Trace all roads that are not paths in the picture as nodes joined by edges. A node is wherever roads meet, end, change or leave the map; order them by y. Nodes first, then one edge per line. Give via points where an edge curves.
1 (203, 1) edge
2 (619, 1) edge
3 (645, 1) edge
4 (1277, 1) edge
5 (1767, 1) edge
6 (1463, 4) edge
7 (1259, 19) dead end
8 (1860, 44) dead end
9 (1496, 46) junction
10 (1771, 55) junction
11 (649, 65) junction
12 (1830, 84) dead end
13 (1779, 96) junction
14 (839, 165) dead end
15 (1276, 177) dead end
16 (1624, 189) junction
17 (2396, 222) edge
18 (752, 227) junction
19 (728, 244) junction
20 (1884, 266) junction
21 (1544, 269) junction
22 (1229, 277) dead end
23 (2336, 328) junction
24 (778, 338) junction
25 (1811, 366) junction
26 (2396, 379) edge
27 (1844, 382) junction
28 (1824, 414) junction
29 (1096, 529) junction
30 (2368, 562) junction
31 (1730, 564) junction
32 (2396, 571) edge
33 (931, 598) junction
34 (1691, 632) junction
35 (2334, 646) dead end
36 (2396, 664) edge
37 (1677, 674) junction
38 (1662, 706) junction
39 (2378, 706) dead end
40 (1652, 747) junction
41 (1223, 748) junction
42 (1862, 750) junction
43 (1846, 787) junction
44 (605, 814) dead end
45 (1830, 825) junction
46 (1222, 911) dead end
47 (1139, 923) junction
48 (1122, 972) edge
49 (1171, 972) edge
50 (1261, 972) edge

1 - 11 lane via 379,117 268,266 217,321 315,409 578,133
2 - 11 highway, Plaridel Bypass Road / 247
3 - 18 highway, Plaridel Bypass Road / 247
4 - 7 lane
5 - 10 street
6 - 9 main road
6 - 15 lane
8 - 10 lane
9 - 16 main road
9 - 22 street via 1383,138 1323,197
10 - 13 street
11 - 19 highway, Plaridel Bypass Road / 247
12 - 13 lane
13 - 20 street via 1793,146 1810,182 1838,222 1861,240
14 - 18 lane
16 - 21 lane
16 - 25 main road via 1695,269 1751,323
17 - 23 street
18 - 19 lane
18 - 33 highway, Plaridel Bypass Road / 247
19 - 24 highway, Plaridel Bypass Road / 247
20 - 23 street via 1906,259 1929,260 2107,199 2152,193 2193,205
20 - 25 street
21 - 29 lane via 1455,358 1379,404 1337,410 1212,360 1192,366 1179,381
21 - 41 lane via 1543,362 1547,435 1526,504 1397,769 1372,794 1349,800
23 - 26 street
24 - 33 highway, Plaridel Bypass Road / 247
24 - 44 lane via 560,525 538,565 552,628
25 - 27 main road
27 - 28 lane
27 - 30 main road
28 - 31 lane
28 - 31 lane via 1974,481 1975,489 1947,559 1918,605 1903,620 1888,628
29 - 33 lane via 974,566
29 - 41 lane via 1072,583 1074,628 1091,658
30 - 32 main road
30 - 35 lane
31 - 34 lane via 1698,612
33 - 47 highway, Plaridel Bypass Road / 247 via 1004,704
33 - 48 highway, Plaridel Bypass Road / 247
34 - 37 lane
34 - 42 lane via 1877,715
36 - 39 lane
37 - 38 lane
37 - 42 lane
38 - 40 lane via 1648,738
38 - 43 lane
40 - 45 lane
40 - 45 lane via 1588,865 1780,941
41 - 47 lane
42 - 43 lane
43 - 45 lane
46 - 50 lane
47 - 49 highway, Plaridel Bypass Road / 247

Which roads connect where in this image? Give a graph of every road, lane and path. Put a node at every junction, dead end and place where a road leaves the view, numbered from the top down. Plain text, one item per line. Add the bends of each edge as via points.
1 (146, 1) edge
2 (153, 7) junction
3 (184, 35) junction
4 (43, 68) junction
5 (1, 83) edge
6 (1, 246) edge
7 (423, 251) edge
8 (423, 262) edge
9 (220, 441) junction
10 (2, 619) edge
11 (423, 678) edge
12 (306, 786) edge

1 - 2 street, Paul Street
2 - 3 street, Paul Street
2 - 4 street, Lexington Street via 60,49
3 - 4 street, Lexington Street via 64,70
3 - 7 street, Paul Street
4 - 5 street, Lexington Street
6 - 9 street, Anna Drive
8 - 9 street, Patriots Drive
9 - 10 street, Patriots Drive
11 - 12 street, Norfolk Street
::::::
## Task statement
Would you please transcribe each line of the material exactly?

## The completed task
Trace all roads that are not paths in the picture as nodes joined by edges. A node is wherever roads meet, end, change or leave the map; order them by y. Nodes first, then one edge per line. Give via points where an edge curves.
1 (203, 1) edge
2 (619, 1) edge
3 (645, 1) edge
4 (1277, 1) edge
5 (1767, 1) edge
6 (1463, 4) edge
7 (1259, 19) dead end
8 (1860, 44) dead end
9 (1496, 46) junction
10 (1771, 55) junction
11 (649, 65) junction
12 (1830, 84) dead end
13 (1779, 96) junction
14 (839, 165) dead end
15 (1276, 177) dead end
16 (1624, 189) junction
17 (2396, 222) edge
18 (752, 227) junction
19 (728, 244) junction
20 (1884, 266) junction
21 (1544, 269) junction
22 (1229, 277) dead end
23 (2336, 328) junction
24 (778, 338) junction
25 (1811, 366) junction
26 (2396, 379) edge
27 (1844, 382) junction
28 (1824, 414) junction
29 (1096, 529) junction
30 (2368, 562) junction
31 (1730, 564) junction
32 (2396, 571) edge
33 (931, 598) junction
34 (1691, 632) junction
35 (2334, 646) dead end
36 (2396, 664) edge
37 (1677, 674) junction
38 (1662, 706) junction
39 (2378, 706) dead end
40 (1652, 747) junction
41 (1223, 748) junction
42 (1862, 750) junction
43 (1846, 787) junction
44 (605, 814) dead end
45 (1830, 825) junction
46 (1222, 911) dead end
47 (1139, 923) junction
48 (1122, 972) edge
49 (1171, 972) edge
50 (1261, 972) edge

1 - 11 lane via 379,117 268,266 217,321 315,409 578,133
2 - 11 highway, Plaridel Bypass Road / 247
3 - 18 highway, Plaridel Bypass Road / 247
4 - 7 lane
5 - 10 street
6 - 9 main road
6 - 15 lane
8 - 10 lane
9 - 16 main road
9 - 22 street via 1383,138 1323,197
10 - 13 street
11 - 19 highway, Plaridel Bypass Road / 247
12 - 13 lane
13 - 20 street via 1793,146 1810,182 1838,222 1861,240
14 - 18 lane
16 - 21 lane
16 - 25 main road via 1695,269 1751,323
17 - 23 street
18 - 19 lane
18 - 33 highway, Plaridel Bypass Road / 247
19 - 24 highway, Plaridel Bypass Road / 247
20 - 23 street via 1906,259 1929,260 2107,199 2152,193 2193,205
20 - 25 street
21 - 29 lane via 1455,358 1379,404 1337,410 1212,360 1192,366 1179,381
21 - 41 lane via 1543,362 1547,435 1526,504 1397,769 1372,794 1349,800
23 - 26 street
24 - 33 highway, Plaridel Bypass Road / 247
24 - 44 lane via 560,525 538,565 552,628
25 - 27 main road
27 - 28 lane
27 - 30 main road
28 - 31 lane
28 - 31 lane via 1974,481 1975,489 1947,559 1918,605 1903,620 1888,628
29 - 33 lane via 974,566
29 - 41 lane via 1072,583 1074,628 1091,658
30 - 32 main road
30 - 35 lane
31 - 34 lane via 1698,612
33 - 47 highway, Plaridel Bypass Road / 247 via 1004,704
33 - 48 highway, Plaridel Bypass Road / 247
34 - 37 lane
34 - 42 lane via 1877,715
36 - 39 lane
37 - 38 lane
37 - 42 lane
38 - 40 lane via 1648,738
38 - 43 lane
40 - 45 lane
40 - 45 lane via 1588,865 1780,941
41 - 47 lane
42 - 43 lane
43 - 45 lane
46 - 50 lane
47 - 49 highway, Plaridel Bypass Road / 247

Which roads connect where in this image? Give a graph of every road, lane and path. Put a node at every junction, dead end and place where a road leaves the view, numbered from the top down. Plain text, one item per line. Add the bends of each edge as via points.
1 (146, 1) edge
2 (153, 7) junction
3 (184, 35) junction
4 (43, 68) junction
5 (1, 83) edge
6 (1, 246) edge
7 (423, 251) edge
8 (423, 262) edge
9 (220, 441) junction
10 (2, 619) edge
11 (423, 678) edge
12 (306, 786) edge

1 - 2 street, Paul Street
2 - 3 street, Paul Street
2 - 4 street, Lexington Street via 60,49
3 - 4 street, Lexington Street via 64,70
3 - 7 street, Paul Street
4 - 5 street, Lexington Street
6 - 9 street, Anna Drive
8 - 9 street, Patriots Drive
9 - 10 street, Patriots Drive
11 - 12 street, Norfolk Street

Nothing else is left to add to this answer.